*** Opening of EXCERPTED DATA ***
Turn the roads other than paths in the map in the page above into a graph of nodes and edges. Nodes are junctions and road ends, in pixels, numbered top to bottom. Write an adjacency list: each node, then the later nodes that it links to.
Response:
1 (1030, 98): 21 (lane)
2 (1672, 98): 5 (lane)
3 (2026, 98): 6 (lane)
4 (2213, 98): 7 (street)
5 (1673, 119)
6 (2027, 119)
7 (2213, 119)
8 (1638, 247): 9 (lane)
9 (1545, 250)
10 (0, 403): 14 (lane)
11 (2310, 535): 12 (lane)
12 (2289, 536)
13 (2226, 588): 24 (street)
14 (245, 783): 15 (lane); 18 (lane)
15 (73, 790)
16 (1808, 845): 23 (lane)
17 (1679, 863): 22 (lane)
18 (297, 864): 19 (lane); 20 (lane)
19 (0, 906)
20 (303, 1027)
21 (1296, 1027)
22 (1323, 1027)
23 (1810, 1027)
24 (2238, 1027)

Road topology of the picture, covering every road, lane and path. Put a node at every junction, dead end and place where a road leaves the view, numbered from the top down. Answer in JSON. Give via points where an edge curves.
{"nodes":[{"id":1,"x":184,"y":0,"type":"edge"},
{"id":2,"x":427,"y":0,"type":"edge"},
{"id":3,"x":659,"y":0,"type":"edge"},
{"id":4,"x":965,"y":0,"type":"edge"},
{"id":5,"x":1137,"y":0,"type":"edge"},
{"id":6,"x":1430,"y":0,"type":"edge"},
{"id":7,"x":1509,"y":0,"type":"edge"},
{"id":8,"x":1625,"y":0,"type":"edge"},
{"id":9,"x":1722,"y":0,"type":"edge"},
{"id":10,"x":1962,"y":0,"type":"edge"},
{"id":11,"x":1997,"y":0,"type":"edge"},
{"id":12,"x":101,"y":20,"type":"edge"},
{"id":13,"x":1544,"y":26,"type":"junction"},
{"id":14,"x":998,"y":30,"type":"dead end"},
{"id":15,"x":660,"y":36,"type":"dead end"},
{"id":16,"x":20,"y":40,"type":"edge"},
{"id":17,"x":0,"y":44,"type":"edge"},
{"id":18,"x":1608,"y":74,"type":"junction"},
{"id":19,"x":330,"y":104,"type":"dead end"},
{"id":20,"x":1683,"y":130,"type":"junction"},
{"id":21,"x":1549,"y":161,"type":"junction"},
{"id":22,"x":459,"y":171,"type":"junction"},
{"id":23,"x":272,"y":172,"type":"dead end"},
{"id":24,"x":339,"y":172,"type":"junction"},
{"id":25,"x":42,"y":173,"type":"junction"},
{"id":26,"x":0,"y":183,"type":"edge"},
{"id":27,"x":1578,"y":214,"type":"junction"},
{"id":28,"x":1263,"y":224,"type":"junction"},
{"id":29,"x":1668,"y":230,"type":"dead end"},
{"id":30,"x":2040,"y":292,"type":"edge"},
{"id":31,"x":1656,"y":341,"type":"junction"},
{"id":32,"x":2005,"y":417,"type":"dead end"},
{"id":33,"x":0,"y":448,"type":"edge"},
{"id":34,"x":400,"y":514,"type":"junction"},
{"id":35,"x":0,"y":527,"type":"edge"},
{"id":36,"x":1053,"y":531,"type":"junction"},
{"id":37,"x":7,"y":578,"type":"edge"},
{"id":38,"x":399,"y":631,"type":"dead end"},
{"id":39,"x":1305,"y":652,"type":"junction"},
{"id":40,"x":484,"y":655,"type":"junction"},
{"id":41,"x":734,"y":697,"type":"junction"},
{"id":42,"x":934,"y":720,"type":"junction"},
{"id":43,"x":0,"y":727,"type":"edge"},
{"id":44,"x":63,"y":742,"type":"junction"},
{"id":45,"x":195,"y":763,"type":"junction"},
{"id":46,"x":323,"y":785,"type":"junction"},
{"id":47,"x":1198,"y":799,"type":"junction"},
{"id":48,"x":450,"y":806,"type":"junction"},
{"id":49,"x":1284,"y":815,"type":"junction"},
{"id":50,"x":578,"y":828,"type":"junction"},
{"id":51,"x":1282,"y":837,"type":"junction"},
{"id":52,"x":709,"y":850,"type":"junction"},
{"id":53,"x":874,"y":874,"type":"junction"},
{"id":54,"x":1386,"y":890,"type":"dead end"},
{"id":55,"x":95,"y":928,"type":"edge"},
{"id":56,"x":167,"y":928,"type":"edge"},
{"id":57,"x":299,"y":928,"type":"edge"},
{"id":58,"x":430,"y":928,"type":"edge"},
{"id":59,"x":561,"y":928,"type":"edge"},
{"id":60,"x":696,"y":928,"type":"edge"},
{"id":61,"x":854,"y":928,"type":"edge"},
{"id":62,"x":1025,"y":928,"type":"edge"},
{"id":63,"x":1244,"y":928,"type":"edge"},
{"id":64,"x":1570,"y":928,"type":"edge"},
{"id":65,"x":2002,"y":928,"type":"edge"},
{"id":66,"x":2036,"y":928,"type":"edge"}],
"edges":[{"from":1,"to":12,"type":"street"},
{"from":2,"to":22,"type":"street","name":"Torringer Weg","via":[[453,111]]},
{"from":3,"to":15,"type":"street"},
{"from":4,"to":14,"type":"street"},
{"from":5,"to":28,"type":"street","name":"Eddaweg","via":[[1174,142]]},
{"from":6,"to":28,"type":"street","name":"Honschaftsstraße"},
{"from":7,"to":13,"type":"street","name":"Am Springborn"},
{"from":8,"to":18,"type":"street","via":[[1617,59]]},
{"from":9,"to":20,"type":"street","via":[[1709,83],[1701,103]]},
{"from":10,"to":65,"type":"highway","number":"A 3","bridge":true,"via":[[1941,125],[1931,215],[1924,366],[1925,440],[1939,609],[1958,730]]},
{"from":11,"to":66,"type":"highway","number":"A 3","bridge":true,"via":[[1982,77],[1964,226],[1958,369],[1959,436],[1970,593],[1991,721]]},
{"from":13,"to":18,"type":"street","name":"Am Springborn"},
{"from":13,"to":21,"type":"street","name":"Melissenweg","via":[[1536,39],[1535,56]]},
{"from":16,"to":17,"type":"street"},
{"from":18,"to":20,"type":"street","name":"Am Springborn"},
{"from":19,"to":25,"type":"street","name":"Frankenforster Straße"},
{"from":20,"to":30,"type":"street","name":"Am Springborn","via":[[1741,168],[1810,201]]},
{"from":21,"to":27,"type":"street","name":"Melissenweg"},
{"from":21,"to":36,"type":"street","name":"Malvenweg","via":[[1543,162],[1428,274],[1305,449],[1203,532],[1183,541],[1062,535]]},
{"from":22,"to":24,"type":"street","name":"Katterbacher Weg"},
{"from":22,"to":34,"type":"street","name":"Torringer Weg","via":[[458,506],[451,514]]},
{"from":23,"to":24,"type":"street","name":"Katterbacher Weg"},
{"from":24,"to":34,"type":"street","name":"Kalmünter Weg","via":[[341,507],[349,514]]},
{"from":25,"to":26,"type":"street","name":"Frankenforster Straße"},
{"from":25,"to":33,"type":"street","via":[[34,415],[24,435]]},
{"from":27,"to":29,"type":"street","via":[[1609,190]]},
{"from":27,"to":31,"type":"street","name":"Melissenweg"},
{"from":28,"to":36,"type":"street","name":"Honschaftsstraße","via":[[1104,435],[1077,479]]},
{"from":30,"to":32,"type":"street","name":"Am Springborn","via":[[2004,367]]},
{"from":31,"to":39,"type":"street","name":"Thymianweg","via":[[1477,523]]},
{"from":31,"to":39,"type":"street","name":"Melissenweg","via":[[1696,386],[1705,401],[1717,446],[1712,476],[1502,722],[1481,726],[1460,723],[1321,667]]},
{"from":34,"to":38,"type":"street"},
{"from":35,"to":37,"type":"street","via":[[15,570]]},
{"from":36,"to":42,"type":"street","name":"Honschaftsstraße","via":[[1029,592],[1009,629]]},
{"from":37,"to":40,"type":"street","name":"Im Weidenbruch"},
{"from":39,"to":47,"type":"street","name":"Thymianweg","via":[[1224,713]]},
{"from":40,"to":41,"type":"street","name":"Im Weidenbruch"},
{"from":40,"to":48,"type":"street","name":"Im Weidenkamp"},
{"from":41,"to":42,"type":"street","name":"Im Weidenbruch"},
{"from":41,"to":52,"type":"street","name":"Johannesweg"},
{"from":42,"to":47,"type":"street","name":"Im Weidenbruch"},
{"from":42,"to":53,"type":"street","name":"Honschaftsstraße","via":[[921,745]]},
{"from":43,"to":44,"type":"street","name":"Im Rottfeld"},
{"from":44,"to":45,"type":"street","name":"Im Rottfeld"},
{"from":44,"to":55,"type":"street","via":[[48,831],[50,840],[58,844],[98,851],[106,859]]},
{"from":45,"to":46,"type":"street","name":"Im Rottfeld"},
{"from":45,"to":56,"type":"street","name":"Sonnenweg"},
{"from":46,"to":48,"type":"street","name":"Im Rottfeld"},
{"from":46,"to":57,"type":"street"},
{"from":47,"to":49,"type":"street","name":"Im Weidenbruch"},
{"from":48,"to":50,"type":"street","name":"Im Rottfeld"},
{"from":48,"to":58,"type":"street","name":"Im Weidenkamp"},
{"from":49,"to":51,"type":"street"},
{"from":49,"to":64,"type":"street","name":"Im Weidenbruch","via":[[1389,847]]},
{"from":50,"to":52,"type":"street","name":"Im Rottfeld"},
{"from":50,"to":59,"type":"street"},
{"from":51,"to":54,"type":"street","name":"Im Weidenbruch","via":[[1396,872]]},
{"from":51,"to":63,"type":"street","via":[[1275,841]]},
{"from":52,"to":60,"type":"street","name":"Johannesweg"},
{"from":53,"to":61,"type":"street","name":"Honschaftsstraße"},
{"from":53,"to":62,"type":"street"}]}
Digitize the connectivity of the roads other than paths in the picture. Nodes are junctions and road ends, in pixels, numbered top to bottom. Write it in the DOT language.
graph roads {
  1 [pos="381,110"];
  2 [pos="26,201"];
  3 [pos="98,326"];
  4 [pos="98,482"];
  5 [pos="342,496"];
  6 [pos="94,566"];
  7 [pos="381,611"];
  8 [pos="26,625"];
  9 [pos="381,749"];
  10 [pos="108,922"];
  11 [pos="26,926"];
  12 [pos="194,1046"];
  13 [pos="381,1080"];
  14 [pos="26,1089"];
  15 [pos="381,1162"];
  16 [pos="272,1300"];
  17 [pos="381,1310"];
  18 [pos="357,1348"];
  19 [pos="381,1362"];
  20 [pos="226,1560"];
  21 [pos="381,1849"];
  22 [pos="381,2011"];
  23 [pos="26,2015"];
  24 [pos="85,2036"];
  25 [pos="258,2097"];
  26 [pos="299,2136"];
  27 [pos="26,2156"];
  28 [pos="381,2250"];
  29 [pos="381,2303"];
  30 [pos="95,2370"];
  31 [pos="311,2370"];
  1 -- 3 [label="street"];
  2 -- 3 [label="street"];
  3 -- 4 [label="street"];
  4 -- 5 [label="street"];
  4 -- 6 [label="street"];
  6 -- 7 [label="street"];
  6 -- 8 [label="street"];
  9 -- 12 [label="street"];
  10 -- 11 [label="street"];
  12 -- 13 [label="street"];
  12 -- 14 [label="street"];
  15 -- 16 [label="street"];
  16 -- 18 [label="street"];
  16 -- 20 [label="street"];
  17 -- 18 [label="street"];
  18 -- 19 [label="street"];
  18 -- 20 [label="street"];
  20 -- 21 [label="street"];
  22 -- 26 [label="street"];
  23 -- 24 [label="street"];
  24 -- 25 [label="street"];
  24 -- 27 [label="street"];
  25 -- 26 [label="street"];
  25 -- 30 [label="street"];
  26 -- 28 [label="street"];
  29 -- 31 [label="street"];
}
*** Close of EXCERPTED DATA ***
* _WORK REQUIRED_:
Lines with the word "Weidenkamp" in them should be copied from the preceding records.

* _WRITTEN ANSWER_:
{"from":40,"to":48,"type":"street","name":"Im Weidenkamp"},
{"from":48,"to":58,"type":"street","name":"Im Weidenkamp"},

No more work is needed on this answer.